Actual results on the LEFT (what the agent did)
Expected values on the RIGHT (what you want)
Natural left-to-right reading flow

✅ Smart Action Filtering: Topic-aware action selection

Multi-select checkboxes for actions
Automatically filtered by selected topic
Shows only relevant actions for the topic

✅ Full Editability: Edit both inputs and outputs

User utterance (question)
Expected topic
Expected actions (multi-select)
Expected bot response

✅ Auto-Recalculation: Instant feedback

Test status recalculates after saving
See pass/fail immediately
No need to manually re-run tests

✅ Visual Feedback: Color-coded comparison

🟢 Green: Actual values (from agent)
🔵 Blue/Orange: Expected values (editable)
Clear visual distinction between the two

Impact: Reduce test maintenance time by 70%, catch issues earlier with side-by-side comparison, and refine test cases 3x faster with smart action filtering.

Overview

The Test Case Editing interface allows you to modify test expectations while viewing actual agent results side-by-side. This makes it easy to update test cases when agent behavior changes or when you need to refine your expectations.

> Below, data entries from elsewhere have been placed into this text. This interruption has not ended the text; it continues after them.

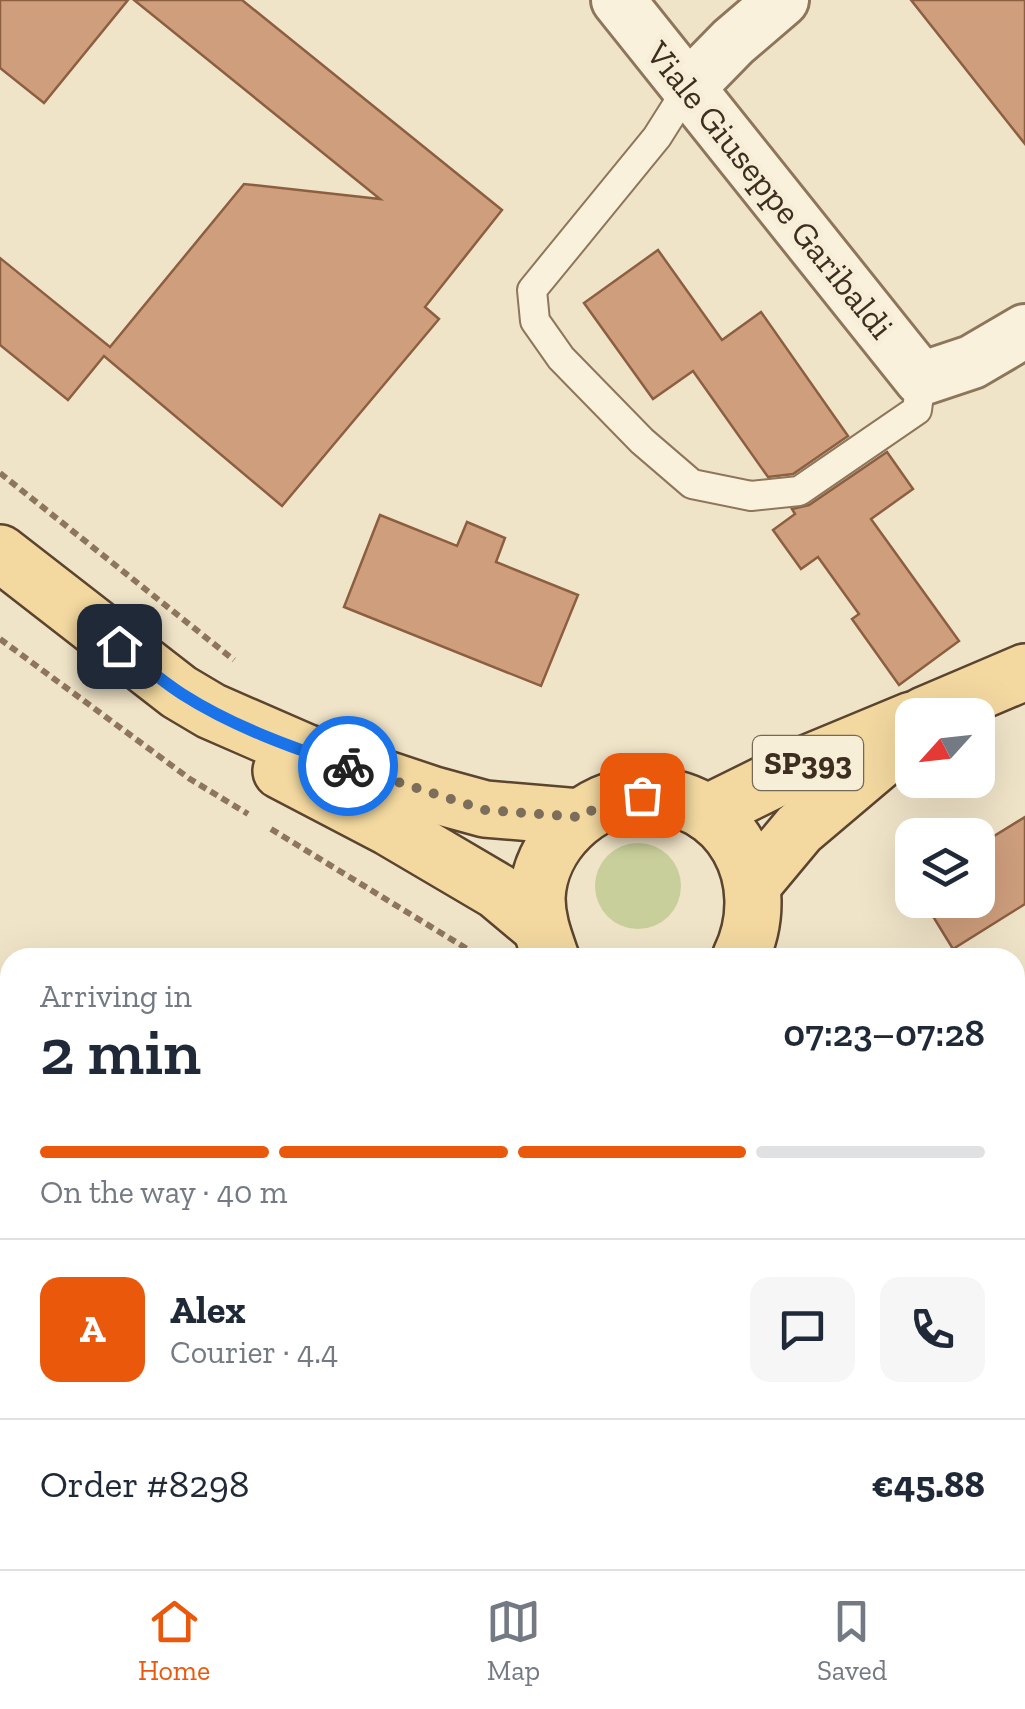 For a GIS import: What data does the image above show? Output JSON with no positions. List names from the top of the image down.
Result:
{
  "streets": {
    "main road": ["SP393"],
    "street": ["Viale Giuseppe Garibaldi"]
  },
  "north": "bottom left",
  "page": {
    "heading": ["2 min", "Arriving in", "07:23–07:28"],
    "panel": [
      "Alex",
      "Courier · 4.4",
      "Order #8298",
      "€45.88"
    ],
    "bar": "On the way · 40 m",
    "round": "A",
    "tabs": ["Home", "Map", "Saved"]
  }
} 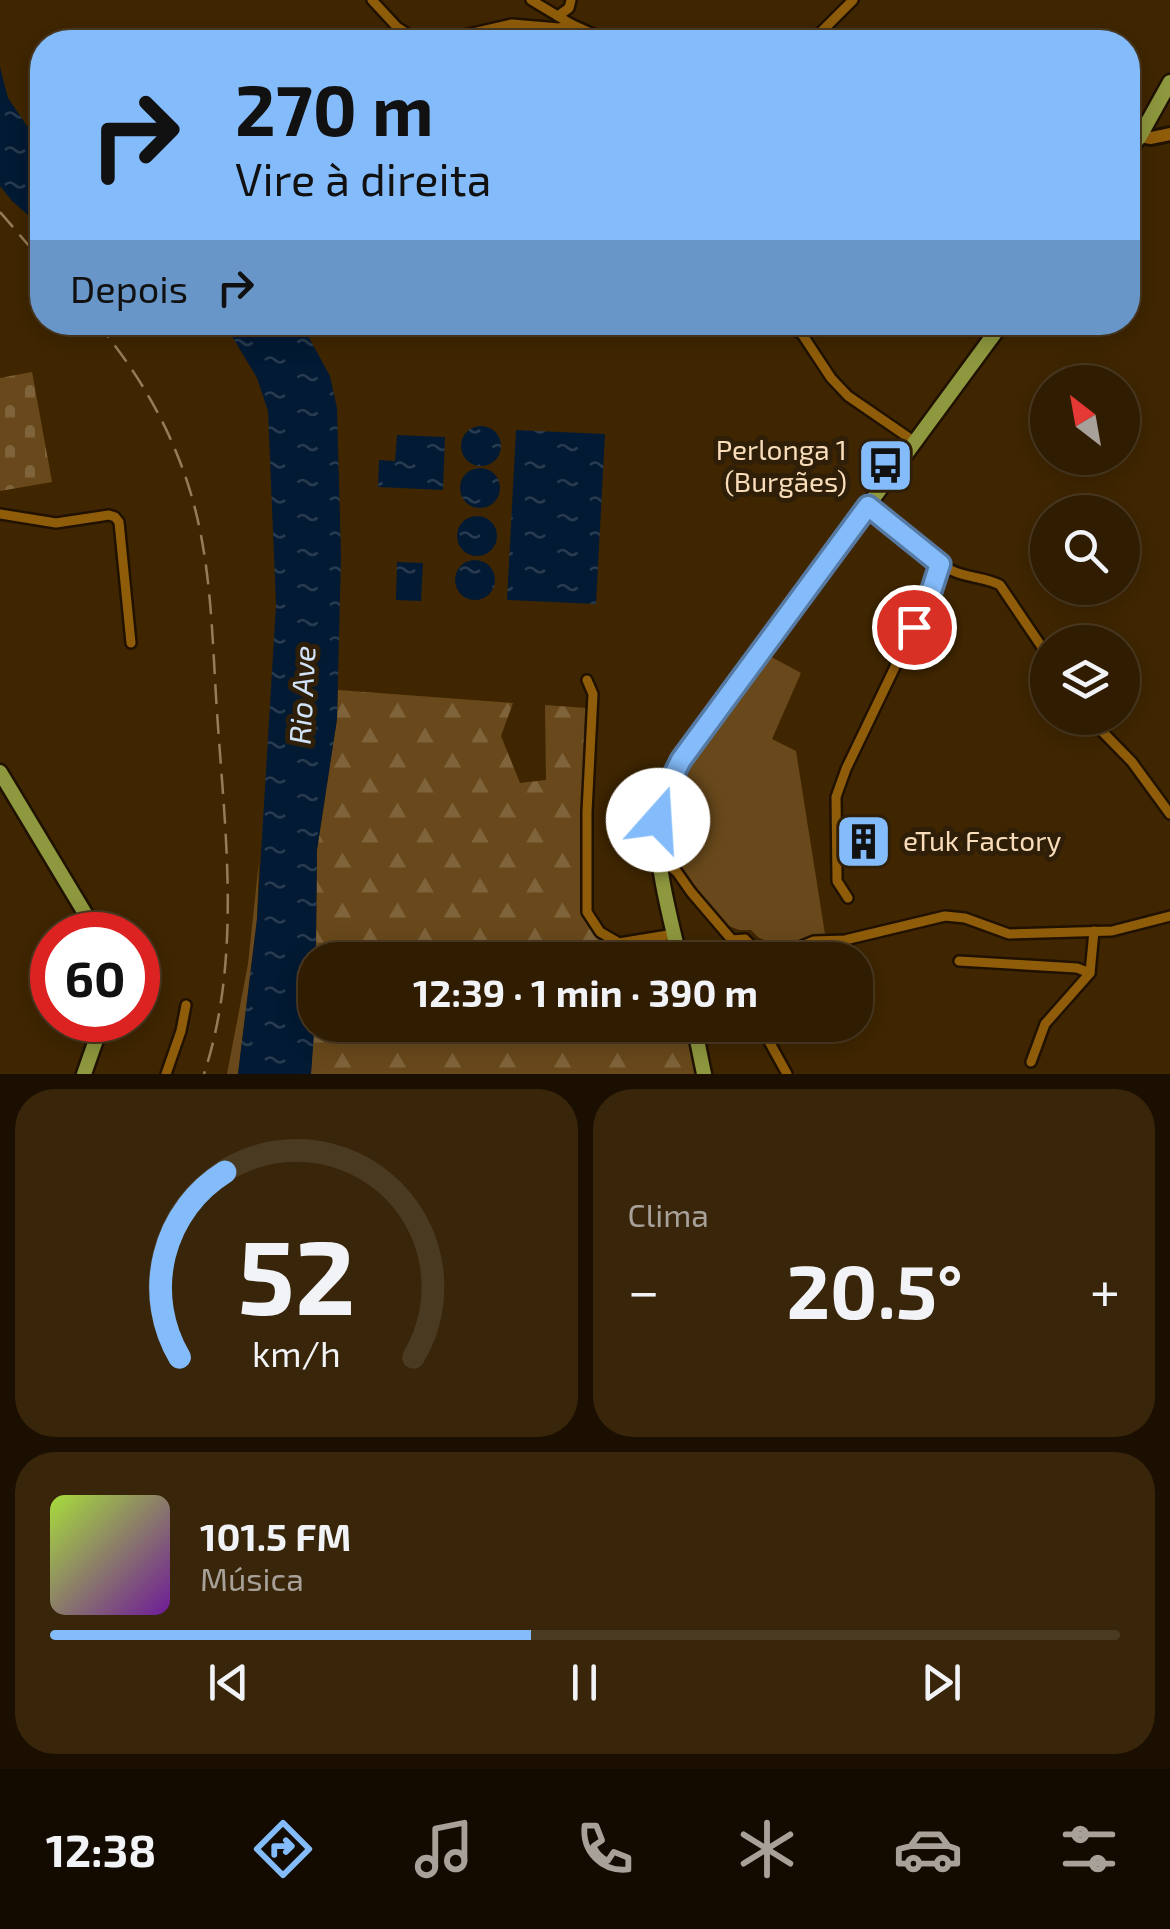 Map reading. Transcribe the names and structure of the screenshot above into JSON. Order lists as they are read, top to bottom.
{
  "water": ["Rio Ave"],
  "places": {
    "bus stop": ["Perlonga 1 (Burgães)"],
    "building": ["eTuk Factory"]
  },
  "north": "top left",
  "page": {
    "turn": ["270 m", "Vire à direita"],
    "then": "Depois",
    "limit": "60",
    "trip": "12:39 · 1 min · 390 m",
    "tile": "Clima",
    "heat": ["−", "20.5°", "+"],
    "song": ["101.5 FM", "Música"],
    "tabs": "12:38",
    "gauge": ["52", "km/h"]
  }
}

Accessing Test Case Editor

Testing Center

From Test Cases Table

Navigate to your Testing>Test Cases record
View the test cases
Click the ✏️ Edit button in the "Actions" column for any test case

Test Cases Table Features

The table shows all your test cases with:

Session Match: Whether a matching agent session was found
Test Result: Overall pass/fail status (Success, Partial, Error, No Match)
Input Utterance: The user's question
Topics: Expected vs actual topics comparison
Actions: Expected vs actual actions comparison
Response: Expected vs actual bot response comparison

Color Indicators:

🟢 Green checkmark: Match/Success
🔴 Red X: Mismatch/Failure
⚠️ Yellow warning: Partial match
⚪ Gray: No session match

Edit Dialog Layout

When you click Edit, you'll see a comprehensive dialog with all test case details:

┌─────────────────────────────────────────────────┐
│ Edit Test Case #1                               │
│ "What is my account balance?"          [Chip]   │
├─────────────────────────────────────────────────┤
│                                                 │
│ 📝 Input Utterance (User Question) - EDITABLE  │
│ ┌─────────────────────────────────────────────┐ │
│ │ What is my account balance?                 │ │
│ └─────────────────────────────────────────────┘ │
│                                                 │
│ ─────────────────────────────────────────────── │
│                                                 │
│ 🎯 Topics                                       │
│ ┌──────────────────┬──────────────────────────┐ │
│ │ Actual ← LEFT    │ Expected → RIGHT         │ │
│ ├──────────────────┼──────────────────────────┤ │
│ │ [ServiceTopic]   │ [ServiceTopic      ▼]   │ │
│ │ (Green chip)     │ (Dropdown)              │ │
│ └──────────────────┴──────────────────────────┘ │
│                                                 │
│ ⚡ Actions                                       │
│ ┌──────────────────┬──────────────────────────┐ │
│ │ Actual ← LEFT    │ Expected → RIGHT         │ │
│ ├──────────────────┼──────────────────────────┤ │
│ │ [GetBalance]     │ ┌──────────────────────┐ │ │
│ │ [CheckLimit]     │ │ ☑ GetBalance         │ │ │
│ │ (Green chips)    │ │ ☑ TransferFunds      │ │ │
│ │                  │ │ ☐ CheckLimit         │ │ │
│ │                  │ └──────────────────────┘ │ │
│ │                  │ 5 actions from "Service" │ │
│ └──────────────────┴──────────────────────────┘ │
│                                                 │
│ 💬 Bot Response - EDITABLE                      │
│ ┌──────────────────┬──────────────────────────┐ │
│ │ Actual ← LEFT    │ Expected → RIGHT         │ │
│ ├──────────────────┼──────────────────────────┤ │
│ │ ┌──────────────┐ │ ┌──────────────────────┐ │ │
│ │ │ Your balance │ │ │ Your balance is      │ │ │
│ │ │ is $1,234.56 │ │ │ $1,234.56            │ │ │
│ │ └──────────────┘ │ │ (Editable textarea)  │ │ │
│ └──────────────────┴──────────────────────────┘ │
│                                                 │
│ ℹ️ Changes saved locally. Click Save to update │
│                                                 │
├─────────────────────────────────────────────────┤
│                     [Cancel]  [Save Changes]    │
└─────────────────────────────────────────────────┘

Editing Features

1. Input Utterance (User Question) ✨

What it is: The question or statement the user sends to the agent.

Why edit it:

Test different phrasings of the same question
Fix typos in test cases
Refine question clarity
Add more context or details

How to edit:

Click in the "Input Utterance" text field
Type your new question
The change will be saved when you click "Save Changes"

Example:

Before: "What is my account balance?"
After:  "Show me my current account balance please"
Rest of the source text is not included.